OCD-4: Stage → Prod SHA Promotion Strategy

Status: OPEN — architectural decision

Current state: Prod trigger fires on semver tag push, rebuilds from source. Stage-validated image digest is NOT carried to prod build. Stage tests one SHA and prod deploys a different build. If a hot dependency updates between stage build and prod build (e.g., npm registry serves new patch version), stage and prod can diverge on identical Git SHAs.

CEO decision needed:

  1. Option A: Accept rebuild-on-tag (simpler, current model) with acknowledgment of hot-dependency risk.
  2. Option B: Implement digest promotion where prod trigger accepts an image digest input parameter and skips rebuild. Requires Cloud Build trigger API call from a promotion script or Google Cloud Deploy.

OCD-5: Prod Cloud SQL bilko-db Existence

Status: OPEN — BLOCKER for prod terraform apply

Current state: gcloud sql instances list --project=tribal-sign-487920-k0 shows ONLY bilko-staging-db. No bilko-db (prod) exists. envs/prod/main.tf explicitly notes "bilko-db (prod) — TBD — audit required" (lines 4-6 and import.sh).

Impact: Any terraform apply on envs/prod would attempt to create a REGIONAL HA POSTGRES_15 db-custom-2-7680 instance (~$100+/month). Without CEO sign-off, prod infra is BLOCKED.

CEO decision needed: Approve prod DB provisioning (cost + data migration strategy if migrating from elsewhere) before ANY envs/prod TF apply is ever run. If bilko-db exists elsewhere (on-prem?
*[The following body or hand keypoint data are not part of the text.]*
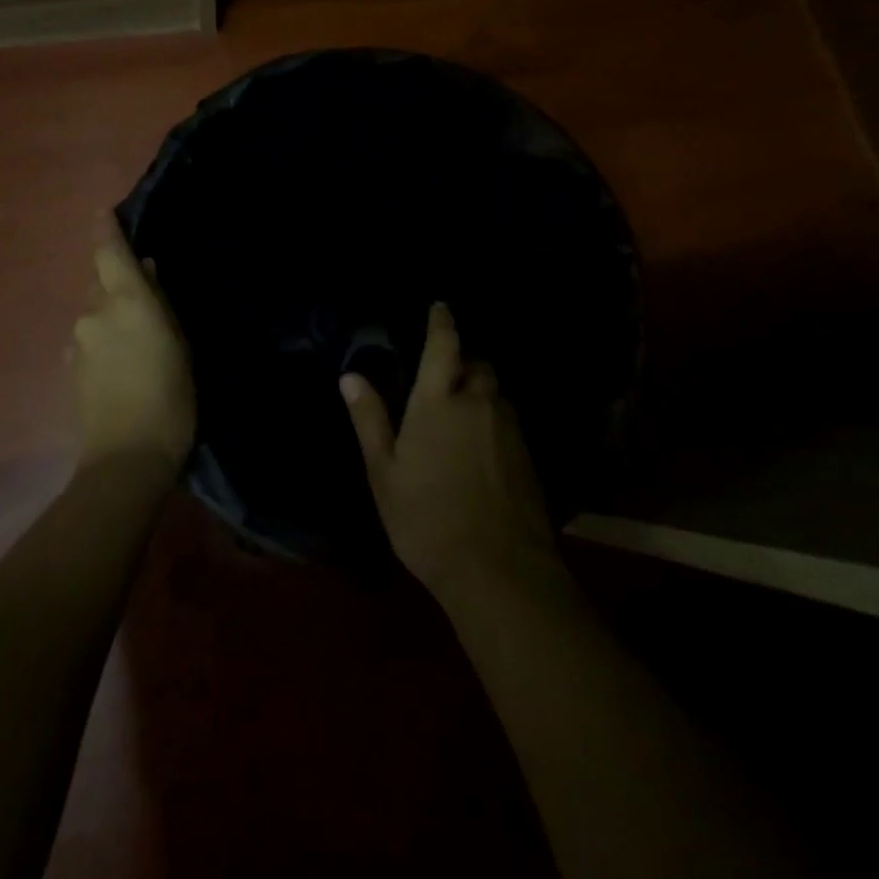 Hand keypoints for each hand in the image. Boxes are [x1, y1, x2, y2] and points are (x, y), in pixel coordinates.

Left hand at [71, 222, 195, 474]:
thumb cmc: (170, 397)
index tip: (103, 211)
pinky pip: (88, 337)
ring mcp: (78, 341)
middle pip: (100, 282)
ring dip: (110, 312)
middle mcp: (94, 313)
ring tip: (137, 335)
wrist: (126, 457)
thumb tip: (147, 270)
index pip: (109, 253)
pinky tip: (122, 360)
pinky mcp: (71, 368)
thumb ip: (159, 302)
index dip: (105, 230)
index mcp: (126, 301)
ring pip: (94, 311)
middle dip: (116, 280)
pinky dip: (103, 337)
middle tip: (143, 291)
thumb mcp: (179, 345)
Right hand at [341, 303, 558, 599]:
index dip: (442, 322)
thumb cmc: (427, 518)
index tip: (440, 306)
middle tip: (443, 382)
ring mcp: (508, 429)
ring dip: (480, 394)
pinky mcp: (528, 455)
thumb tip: (350, 376)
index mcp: (438, 401)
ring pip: (496, 394)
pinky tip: (481, 451)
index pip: (443, 345)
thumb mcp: (384, 472)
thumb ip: (370, 419)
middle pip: (477, 366)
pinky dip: (494, 421)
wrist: (499, 571)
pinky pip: (509, 421)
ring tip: (461, 419)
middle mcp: (478, 403)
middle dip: (463, 364)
Railway?), import.sh must be run first.

Validation

Evidence file: /tmp/99477-proveo-evidence.md

Build ID: 6f2236f6-86ec-444c-96b7-7c22f63cf5a2

Build log: View in GCP Console

Validation date: 2026-05-06T20:28Z

Validator: Angie Jones (Proveo)

Verdict: PASS — 7/7 Acceptance Criteria met

  • AC1: Build SUCCESS (all 8 steps SUCCESS)
  • AC2: bilko-web-stage HTTP/2 200
  • AC3: bilko-api-stage health endpoint 200 {"status":"ok"}
  • AC4: New web revision deployed within 5min window
  • AC5: Flyway migrate-db ran without error (21.5s)
  • AC6: No gate-* steps executed (0 quality gates)
  • AC7: Image pushed with :stage-${SHORT_SHA} tag (stage-277dd5a confirmed in Artifact Registry)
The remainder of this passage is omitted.